Sonar

Sonar (SOund NAvigation and Ranging) is used for many purposes. Passive sonars detect noise from marine objects, such as submarines, ships, and marine animals. Active sonars emit a pulse of sound or “ping”, into the water and then listen for an echo when the signal is reflected off an object. To measure the distance to an object, one measures the time from emission of a pulse to reception. Some common sonar devices are:

Side Scan Sonar – as the name implies, is a sonar that looks out sidewise. They are used to map sea floor topography or to locate objects on the bottom or in the water column. It consists of a tow fish with a transducer running along each side. Acoustic pulses are transmitted orthogonal to the axis of the tow fish. The receiver measures the time it takes for the pulses to return and their strength. These are combined together to create a “shadow picture” which depicts the shape and texture of the seafloor and any objects laying on it. A good review of side scan sonars can be found here.

Scanning Sonars – also known as forward looking sonars and sector scanning sonars, are used for navigation on subsea vehicles. The transducer sweeps back and forth to paint a picture of what is in front of the vehicle. CTFM (Continuous Transmission Frequency Modulated) sweep a range of frequencies and usually have an audio output. Some commercial scanning sonars can be seen here.

Sonar Altimeters – are basically underwater echo sounders. They measure height off seafloor from a subsea vehicle. Altimeters are also used to study sediment transport and to monitor scouring around bridge pilings. Information on a popular commercial altimeter can be viewed here.
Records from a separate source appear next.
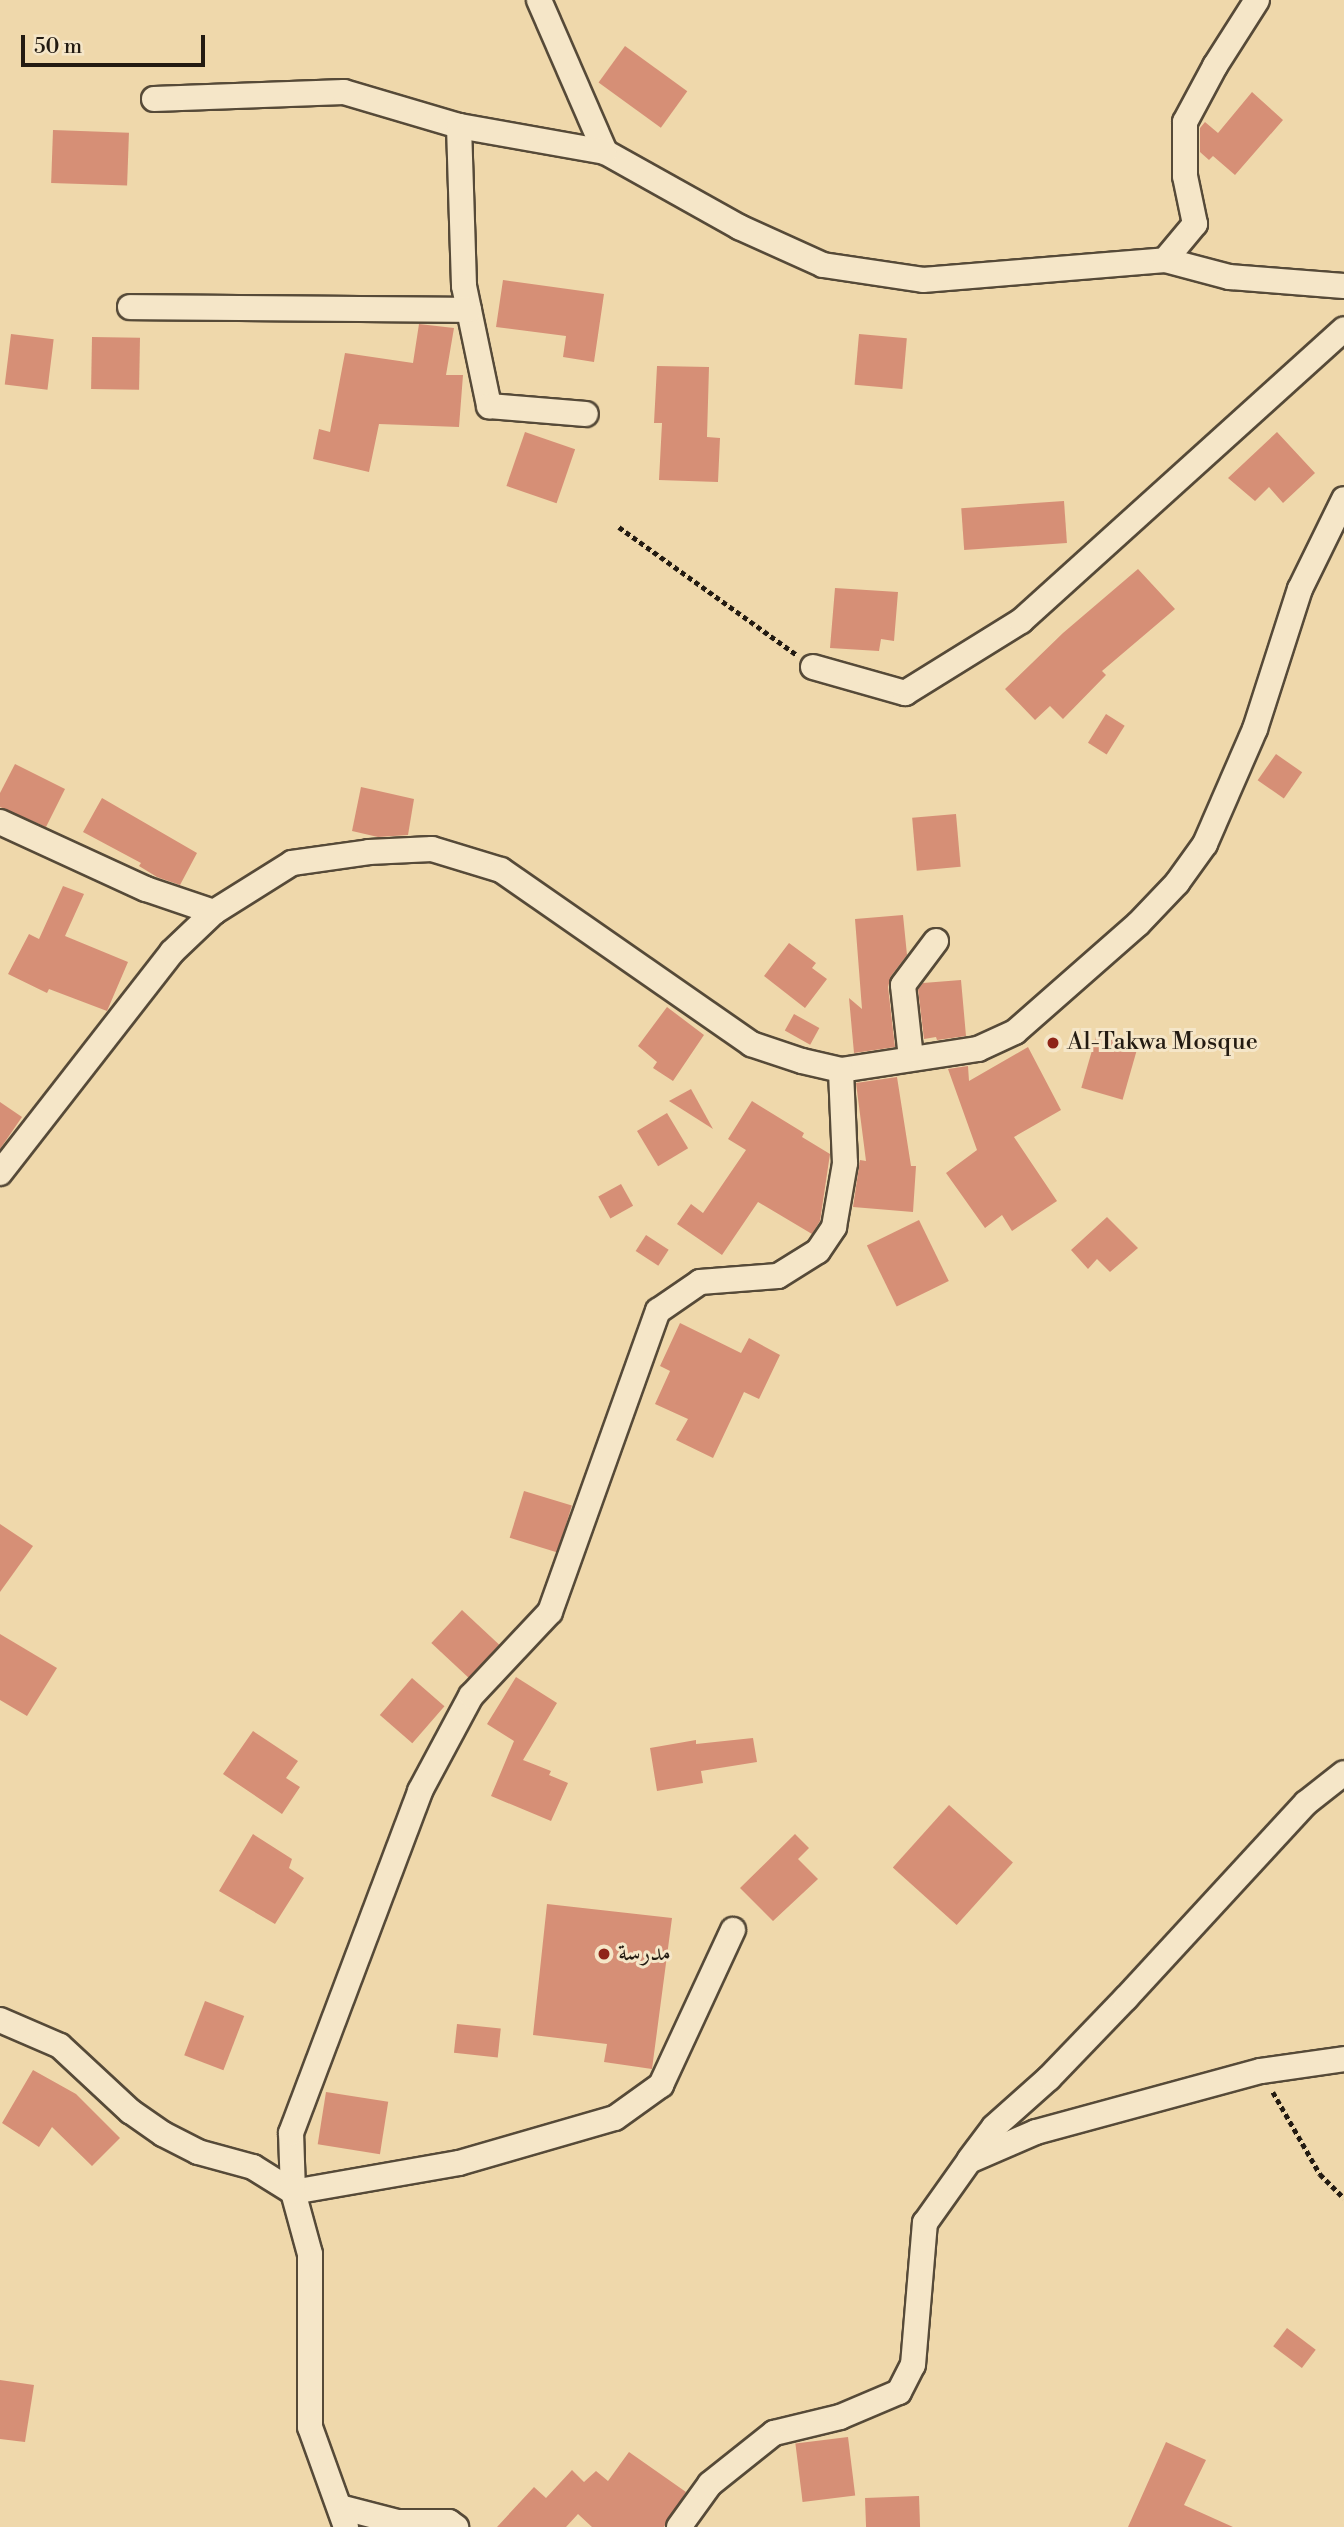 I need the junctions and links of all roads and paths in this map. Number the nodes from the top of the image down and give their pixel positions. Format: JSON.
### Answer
{"nodes":[{"id":1,"x":539,"y":0,"type":"edge"},
{"id":2,"x":1257,"y":0,"type":"edge"},
{"id":3,"x":154,"y":99,"type":"dead end"},
{"id":4,"x":458,"y":126,"type":"junction"},
{"id":5,"x":605,"y":152,"type":"junction"},
{"id":6,"x":1164,"y":260,"type":"junction"},
{"id":7,"x":1344,"y":286,"type":"edge"},
{"id":8,"x":130,"y":307,"type":"dead end"},
{"id":9,"x":469,"y":310,"type":"junction"},
{"id":10,"x":1344,"y":329,"type":"edge"},
{"id":11,"x":586,"y":414,"type":"dead end"},
{"id":12,"x":1344,"y":499,"type":"edge"},
{"id":13,"x":620,"y":527,"type":"dead end"},
{"id":14,"x":813,"y":667,"type":"joint"},
{"id":15,"x":0,"y":822,"type":"edge"},
{"id":16,"x":214,"y":912,"type":"junction"},
{"id":17,"x":936,"y":941,"type":"dead end"},
{"id":18,"x":911,"y":1058,"type":"junction"},
{"id":19,"x":841,"y":1070,"type":"junction"},
{"id":20,"x":0,"y":1172,"type":"edge"},
{"id":21,"x":1344,"y":1773,"type":"edge"},
{"id":22,"x":733,"y":1930,"type":"dead end"},
{"id":23,"x":0,"y":2020,"type":"edge"},
{"id":24,"x":1344,"y":2059,"type":"edge"},
{"id":25,"x":1261,"y":2071,"type":"junction"},
{"id":26,"x":969,"y":2161,"type":"junction"},
{"id":27,"x":293,"y":2192,"type":"junction"},
{"id":28,"x":1344,"y":2197,"type":"edge"},
{"id":29,"x":343,"y":2517,"type":"edge"},
{"id":30,"x":456,"y":2527,"type":"edge"},
{"id":31,"x":679,"y":2527,"type":"edge"}],
"edges":[{"from":1,"to":5,"type":"street"},
{"from":2,"to":6,"type":"street"},
{"from":3,"to":4,"type":"street"},
{"from":4,"to":5,"type":"street"},
{"from":4,"to":9,"type":"street"},
{"from":5,"to":6,"type":"street"},
{"from":6,"to":7,"type":"street"},
{"from":8,"to":9,"type":"street"},
{"from":9,"to":11,"type":"street"},
{"from":10,"to":14,"type":"street"},
{"from":12,"to":18,"type":"street"},
{"from":13,"to":14,"type":"path"},
{"from":15,"to":16,"type":"street"},
{"from":16,"to":19,"type":"street"},
{"from":16,"to":20,"type":"street"},
{"from":17,"to":18,"type":"street"},
{"from":18,"to":19,"type":"street"},
{"from":19,"to":27,"type":"street"},
{"from":21,"to":26,"type":"street"},
{"from":22,"to":27,"type":"street"},
{"from":23,"to":27,"type":"street"},
{"from":24,"to":25,"type":"street"},
{"from":25,"to":26,"type":"street"},
{"from":25,"to":28,"type":"path"},
{"from":26,"to":31,"type":"street"},
{"from":27,"to":29,"type":"street"},
{"from":29,"to":30,"type":"street"}]}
Sub-Bottom Profilers - use low frequency sonar (2-12kHz) to penetrate the seafloor. Sound pulses are reflected from the boundaries between sediment layers. This information can be used for geological studies and to find buried objects such as shipwrecks, mines, and lost equipment.

In side scan sonar surveying it is desirable to cover seabed quicker and at higher resolutions. This causes great difficulty for conventional side scan technology. One only has two choices – using higher frequencies (to achieve narrower beams and thus higher resolutions) or to use longer apertures to achieve the same effect. The downside to this approach is either shorter operational ranges with higher frequencies (compromising coverage rates) or problems associated with handling large towfish. Similarly, as the imagery is tied to the sonar beam width, the resolution of conventional side scan degrades with range. Two techniques have been developed to get around these obstacles. Multi-beam side scan sonars use several transducers along each side of the tow fish. With beam steering and focusing techniques, several simultaneous adjacent parallel beams are generated per side. This allows for 100 % coverage at very high tow speeds with extraordinary resolution and image clarity. Another method, Synthetic Aperture Sonar (SAS) synthesises a long aperture image by adding successive sonar returns which are processed to compensate for the movement between returns and other factors. The results are much improved resolution.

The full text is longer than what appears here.